A dévorer !

« Les vivants », Ambre Chalumeau : mes ami(e)s, mes amours, mes emmerdes

Amis pour la vie, tel est le mantra que Diane, Cora et Simon ont eu à cœur de chérir pendant les dix-huit premières années de leur vie. Des parents amis et leurs propres enfants à leur tour solidement soudés par l’amitié, la vraie : celle qui excuse les coups de gueule, les coups de sang, celle qui chuchote des secrets et n’a pas besoin de mots pour établir une connivence, une évidence forcément.

Fusionnels, complémentaires, le trio s’apprête à doucement basculer vers l’âge adulte : les études supérieures, la majorité, et toute une vie à imaginer…

Mais l’équilibre des trois amis est brutalement mis à mal lorsque Simon est hospitalisé pour un virus rare et fort inquiétant. Dans le coma, les médecins ne jurent pas ni de sa vie, ni de sa survie. La chambre du jeune homme devient salle d’attente : celle de son réveil, celle de l’espoir de sa mère, Céline, et de ses deux plus chères amies. Simon est absent, mais la réalité de l’imminence de sa potentielle mort est plus que jamais présente.

« Un adolescent dans le coma, c’est plein de structures à repenser. Une famille perturbée, une fratrie réduite de moitié. Et un trio désemparé. » (p.55)

Alors, autour de lui, on essaie de survivre. Sa mère, avec une bouteille d’alcool chaque soir pour noyer le spleen d’une vie où tout fiche le camp ; Diane reste sur le quai d’embarquement de la prestigieuse prépa (ô terribles souvenirs réveillés) dans laquelle elle a été acceptée : son énergie, elle préfère la mettre à espérer le réveil de Simon, plutôt qu’à se formater aux exigences intello-militaires de ses tortionnaires de professeurs ; Cora, quant à elle, aurait espéré de son amoureux Mathieu la tendresse réconfortante : elle n’aura de lui que les cicatrices d’un passé malheureux mises à vif par son ignominie…

Et pourtant, tous ces personnages que le destin semble malmener, sont vivants et bien vivants, et éprouver la douleur de l’attente autant que celle de leurs tourments intimes illustre le flegmatique proverbe « C’est la vie ». Ressentir la souffrance, c’est ressentir la vie, quand bien même l’on se pense mort de l’intérieur. Tant que l’on vibre, on vit…

La vie en suspens de Simon insuffle un souffle nouveau à ceux qui l’entourent, qu’ils soient au bord de l’asphyxie ou qu’ils traversent en apnée les épisodes difficiles de leur vie.
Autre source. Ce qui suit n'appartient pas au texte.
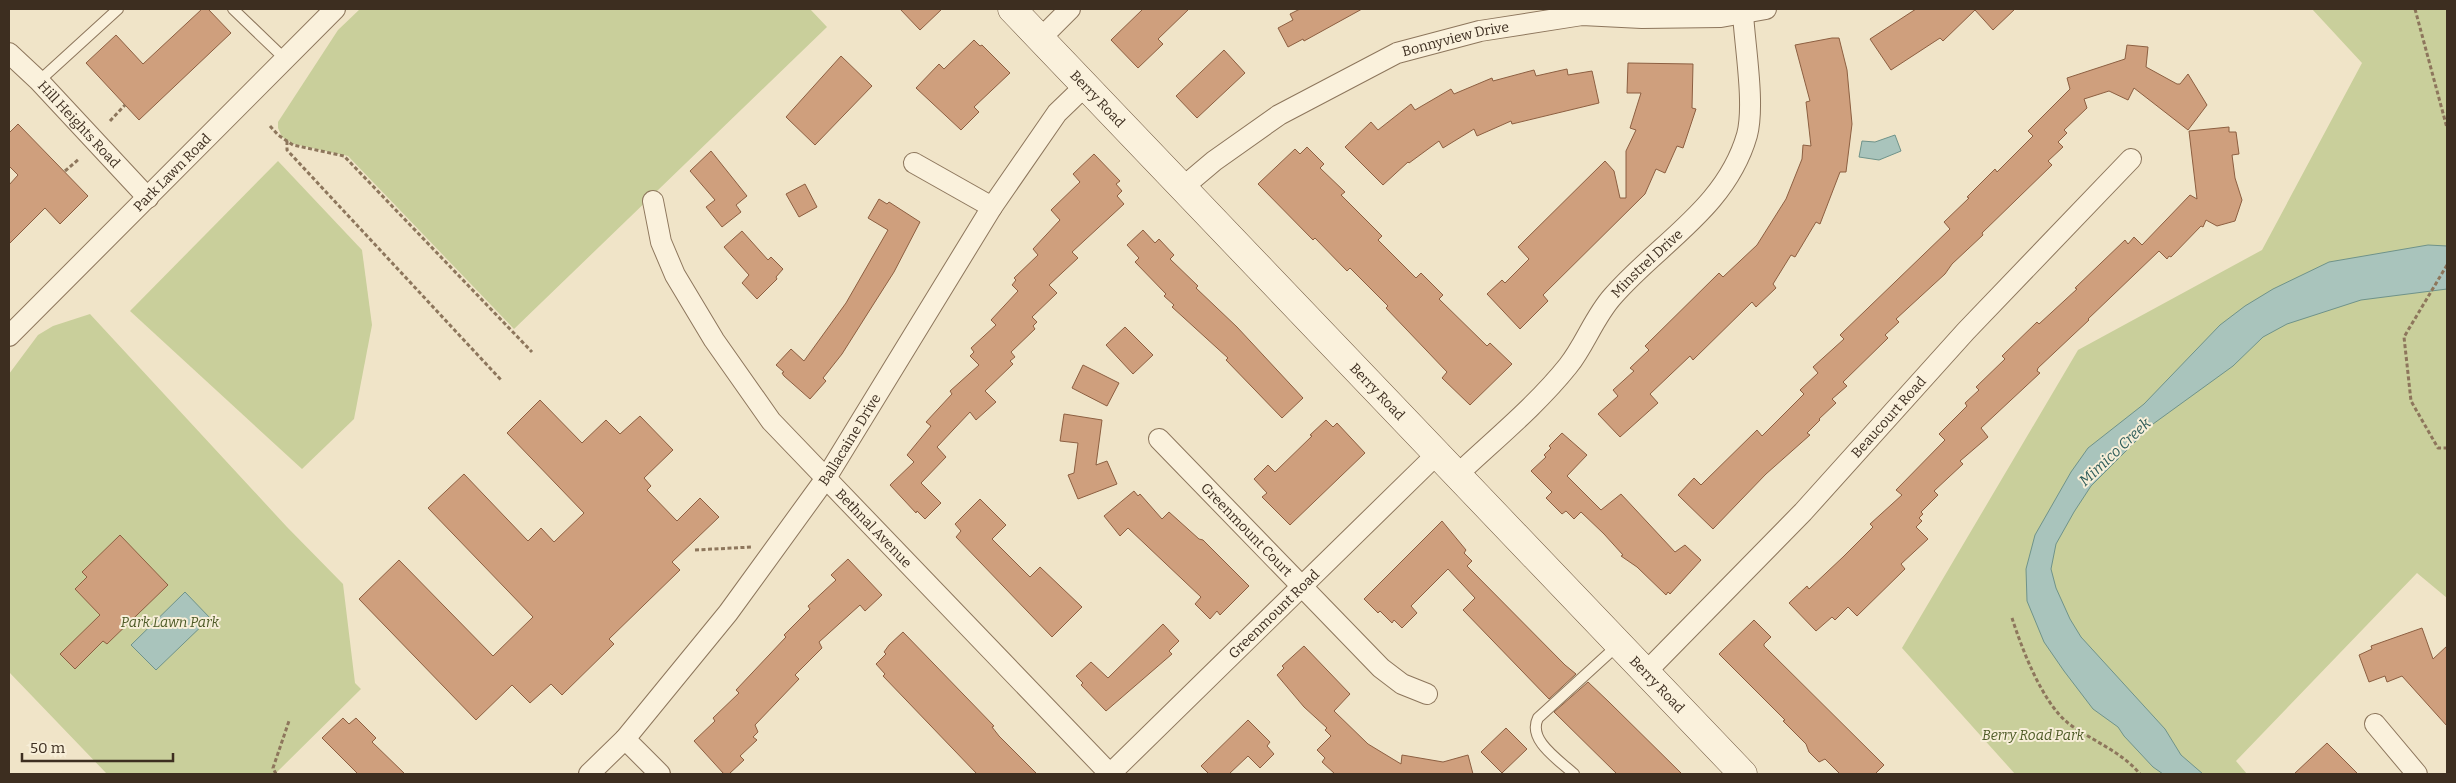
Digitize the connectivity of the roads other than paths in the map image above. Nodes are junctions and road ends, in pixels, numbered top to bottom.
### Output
1 (118, 9) edge
2 (233, 9) edge
3 (335, 9) edge
4 (1012, 9) edge
5 (1070, 9) edge
6 (1766, 9) edge
7 (1582, 12) edge
8 (1743, 14) junction
9 (1040, 39) junction
10 (9, 53) edge
11 (285, 58) junction
12 (39, 81) junction
13 (1084, 86) junction
14 (2131, 159) dead end
15 (914, 163) dead end
16 (1182, 188) junction
17 (148, 198) junction
18 (653, 201) dead end
19 (992, 207) junction
20 (9, 336) edge
21 (1159, 439) dead end
22 (1437, 454) junction
23 (1457, 475) junction
24 (826, 478) junction
25 (1302, 584) junction
26 (1619, 644) junction
27 (1646, 672) junction
28 (1427, 694) dead end
29 (2375, 724) dead end
30 (624, 739) junction
31 (589, 774) edge
32 (660, 774) edge
33 (1110, 774) edge
34 (1574, 774) edge
35 (1743, 774) edge
36 (2417, 774) edge

1 - 12 lane
2 - 11 lane
3 - 11 street, Park Lawn Road
4 - 9 street, Berry Road
5 - 9 street
6 - 8 street, Bonnyview Drive
7 - 8 street, Bonnyview Drive
7 - 16 street, Bonnyview Drive
8 - 23 street, Minstrel Drive
9 - 13 street, Berry Road
10 - 12 street, Hill Heights Road
11 - 17 street, Park Lawn Road
12 - 17 street, Hill Heights Road
13 - 16 street, Berry Road
13 - 19 street, Ballacaine Drive
14 - 27 street, Beaucourt Road
15 - 19 street
16 - 22 street, Berry Road
17 - 20 street, Park Lawn Road
18 - 24 street, Bethnal Avenue
19 - 24 street, Ballacaine Drive
21 - 25 street, Greenmount Court
22 - 23 street, Berry Road
22 - 25 street, Greenmount Road
23 - 26 street, Berry Road
24 - 30 street, Ballacaine Drive
24 - 33 street, Bethnal Avenue
25 - 28 street, Greenmount Court
25 - 33 street, Greenmount Road
26 - 27 street, Berry Road
26 - 34 lane
27 - 35 street, Berry Road
29 - 36 street
30 - 31 street, Ballacaine Drive
30 - 32 street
Tout se passe comme si son effacement invitait les autres à entrer dans l’arène du parcours initiatique de leur vie : avancer seul(e), sans béquille, assumer ses choix, ses erreurs, ses tâtonnements…

« Cette année leur relation va être mise à l’épreuve, et condamnée à prendre des accents adultes. » (p.60)
« L’inévitable fin du mirage de la toute-puissance. La fin du refuge. » (p.127)

Dans ce premier roman d’Ambre Chalumeau, toute la complexité de nos vies y est contée : l’amour, l’amitié, la souffrance, l’abandon, leur deuil, l’échec. Tous les personnages sont mus par leur capacité (quand bien même ils doutent qu’elle leur soit permise ou acquise) à croire ou non en des lendemains meilleurs. Ou, pour le moins, peut-être moins pires. C’est donc l’espoir qui demeure, qui résiste, et le sens de la formule absolument réjouissant (OK, carrément délectable) de l’écrivaine contribue largement à nous faire sourire, même dans les creux dramatiques de la vie.

« Mais peut-être que justement, la réalité, ce n’est pas ce qui se passe mais ce qui reste. » (p.234)

Ce roman vibre et tourbillonne d’énergie. Il palpite de l’envie de crier la nécessité de célébrer tous les moments de bonheur et de vie, même les plus infimes. Une invitation à lever les yeux de nos errances quotidiennes, souvent plombées par la morosité ambiante. Car nous sommes, nous aussi, bel et bien vivants…


Les vivants, Ambre CHALUMEAU, éditions STOCK, 2025, 296 pages, 20.90€.